Requirement:
Return each line of the records below that contains the word "Jackson".

Records for the task:

☆ ☆ ☆ ☆ ☆ ☆ ☆

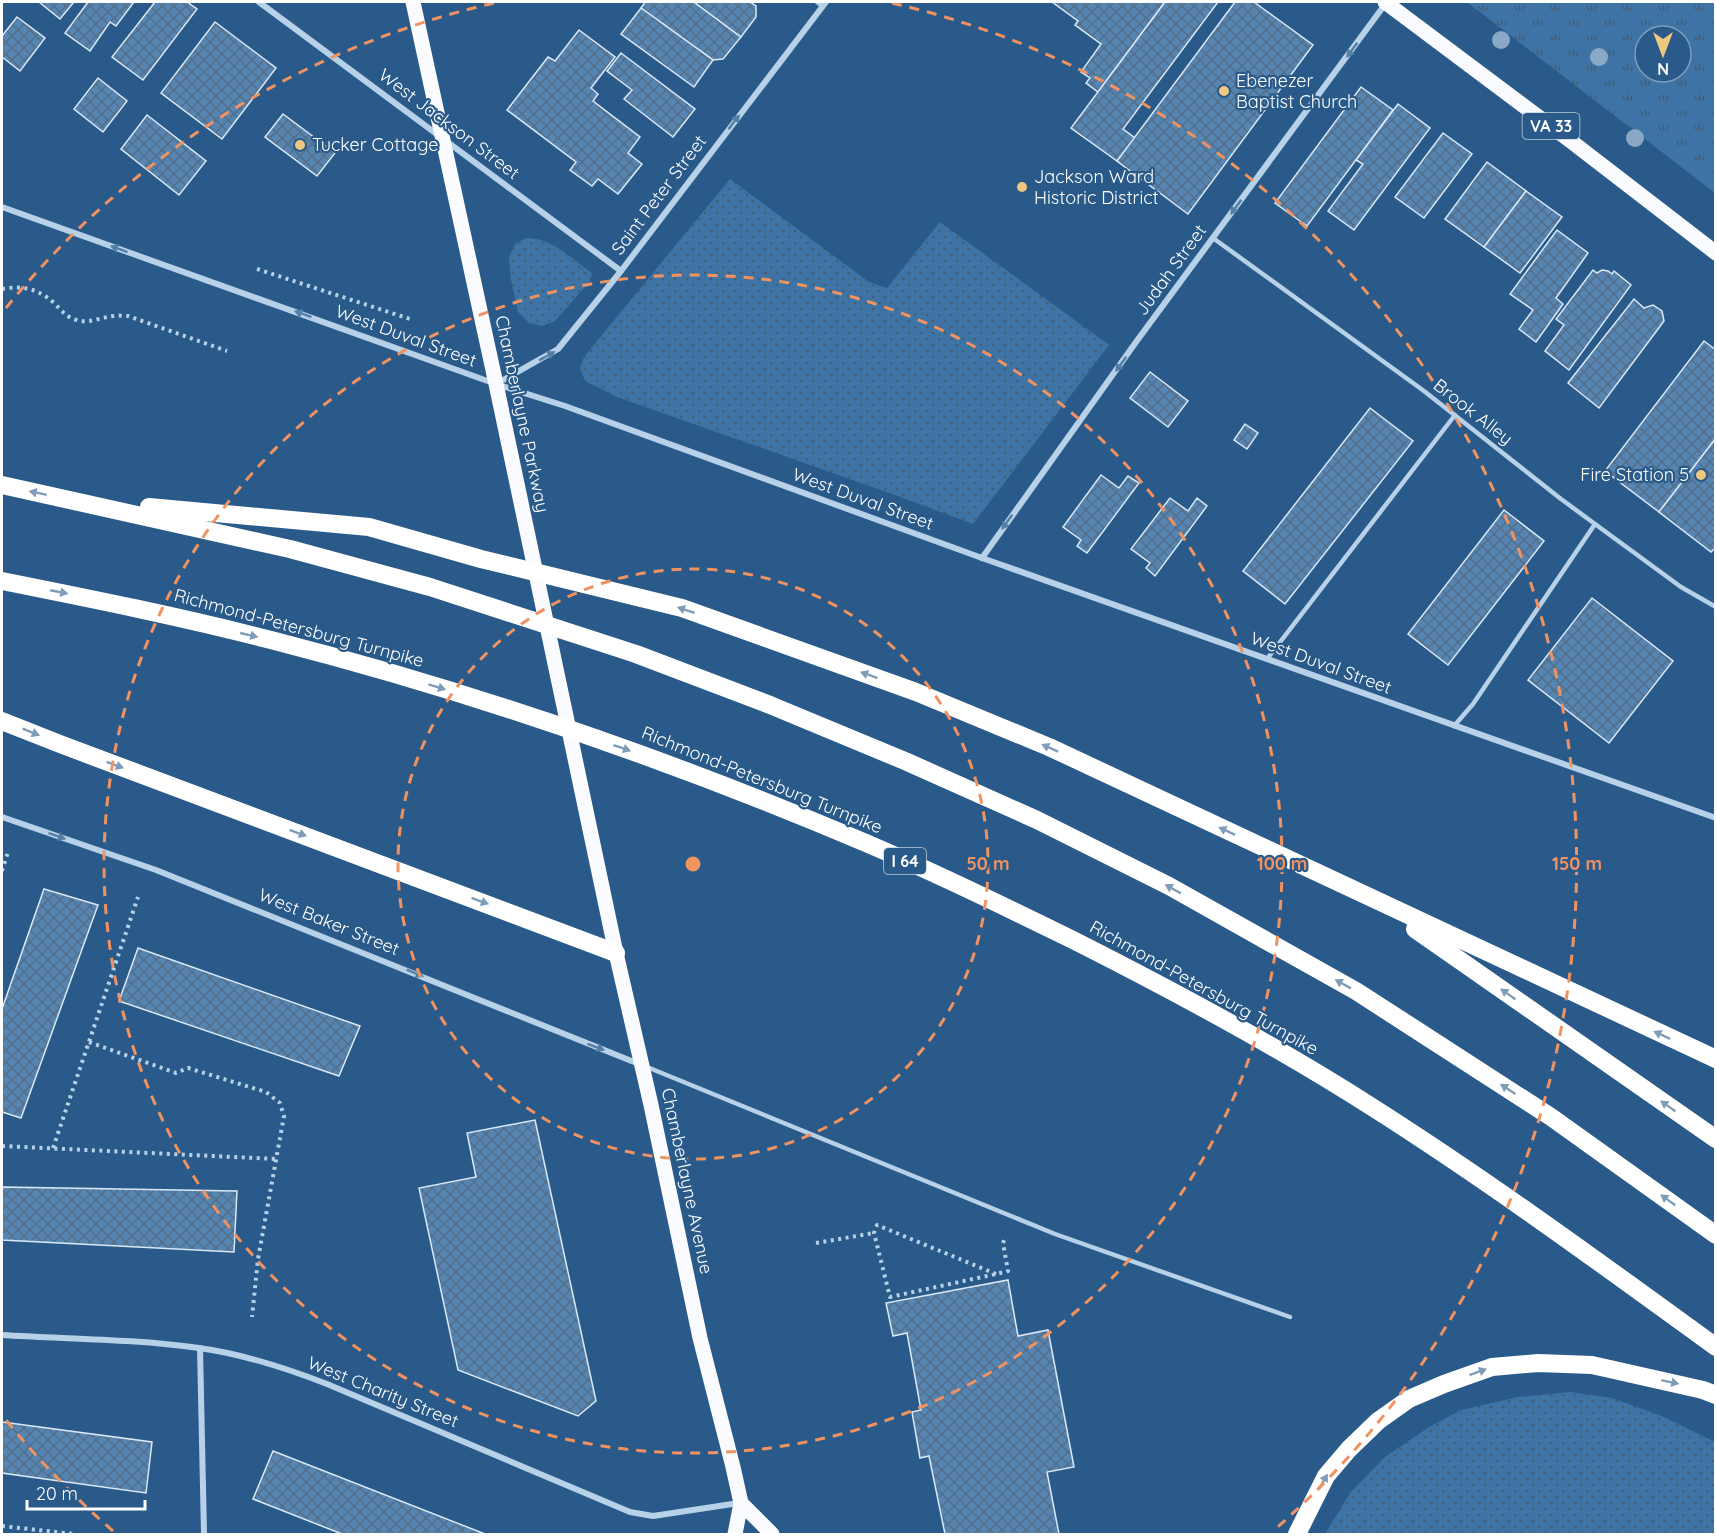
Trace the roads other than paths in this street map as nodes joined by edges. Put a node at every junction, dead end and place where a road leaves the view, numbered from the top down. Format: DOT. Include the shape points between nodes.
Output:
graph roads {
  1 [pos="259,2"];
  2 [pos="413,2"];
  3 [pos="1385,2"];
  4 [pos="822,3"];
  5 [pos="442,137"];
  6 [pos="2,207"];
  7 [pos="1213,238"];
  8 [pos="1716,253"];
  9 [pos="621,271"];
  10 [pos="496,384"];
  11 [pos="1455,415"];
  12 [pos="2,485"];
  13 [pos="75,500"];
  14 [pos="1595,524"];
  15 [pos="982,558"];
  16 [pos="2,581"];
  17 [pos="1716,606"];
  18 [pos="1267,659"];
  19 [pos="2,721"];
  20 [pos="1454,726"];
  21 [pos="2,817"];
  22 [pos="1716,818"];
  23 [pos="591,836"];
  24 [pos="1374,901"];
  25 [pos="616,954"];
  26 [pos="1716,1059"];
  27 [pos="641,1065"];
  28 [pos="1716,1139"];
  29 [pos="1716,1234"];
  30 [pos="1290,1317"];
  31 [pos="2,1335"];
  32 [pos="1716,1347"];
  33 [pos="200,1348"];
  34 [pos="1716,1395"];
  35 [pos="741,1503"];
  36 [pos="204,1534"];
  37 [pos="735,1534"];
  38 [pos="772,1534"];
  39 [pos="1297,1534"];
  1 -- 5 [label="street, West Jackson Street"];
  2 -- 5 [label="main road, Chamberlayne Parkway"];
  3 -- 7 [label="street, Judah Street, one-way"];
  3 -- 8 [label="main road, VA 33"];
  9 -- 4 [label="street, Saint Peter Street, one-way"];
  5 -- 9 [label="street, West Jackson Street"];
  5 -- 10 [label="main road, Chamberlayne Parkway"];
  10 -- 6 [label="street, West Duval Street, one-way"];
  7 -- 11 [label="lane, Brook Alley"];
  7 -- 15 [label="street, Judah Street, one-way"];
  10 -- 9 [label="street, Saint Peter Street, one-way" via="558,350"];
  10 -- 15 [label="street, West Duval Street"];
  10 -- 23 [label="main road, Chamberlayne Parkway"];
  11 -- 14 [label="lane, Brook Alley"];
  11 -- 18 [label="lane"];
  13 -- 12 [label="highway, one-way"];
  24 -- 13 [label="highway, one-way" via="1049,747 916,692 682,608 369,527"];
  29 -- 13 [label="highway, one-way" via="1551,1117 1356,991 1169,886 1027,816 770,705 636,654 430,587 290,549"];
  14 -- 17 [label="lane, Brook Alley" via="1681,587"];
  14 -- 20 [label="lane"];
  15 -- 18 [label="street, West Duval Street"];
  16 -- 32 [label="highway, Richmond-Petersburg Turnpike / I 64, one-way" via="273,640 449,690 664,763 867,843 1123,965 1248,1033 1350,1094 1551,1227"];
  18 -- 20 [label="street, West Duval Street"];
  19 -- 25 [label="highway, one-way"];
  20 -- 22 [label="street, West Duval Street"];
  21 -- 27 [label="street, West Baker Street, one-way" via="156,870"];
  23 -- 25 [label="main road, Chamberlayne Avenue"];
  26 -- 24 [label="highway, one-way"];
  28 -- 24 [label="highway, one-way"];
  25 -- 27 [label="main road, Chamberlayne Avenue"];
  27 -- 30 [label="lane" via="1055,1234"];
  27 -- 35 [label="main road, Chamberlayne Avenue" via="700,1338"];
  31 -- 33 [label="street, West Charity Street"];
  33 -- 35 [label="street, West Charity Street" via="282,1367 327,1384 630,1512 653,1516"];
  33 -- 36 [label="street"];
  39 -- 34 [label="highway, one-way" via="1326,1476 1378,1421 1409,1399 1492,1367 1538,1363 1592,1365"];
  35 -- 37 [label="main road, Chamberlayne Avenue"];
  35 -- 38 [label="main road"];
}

☆ ☆ ☆ ☆ ☆ ☆ ☆

Output below:
  1 -- 5 [label="street, West Jackson Street"];
  5 -- 9 [label="street, West Jackson Street"];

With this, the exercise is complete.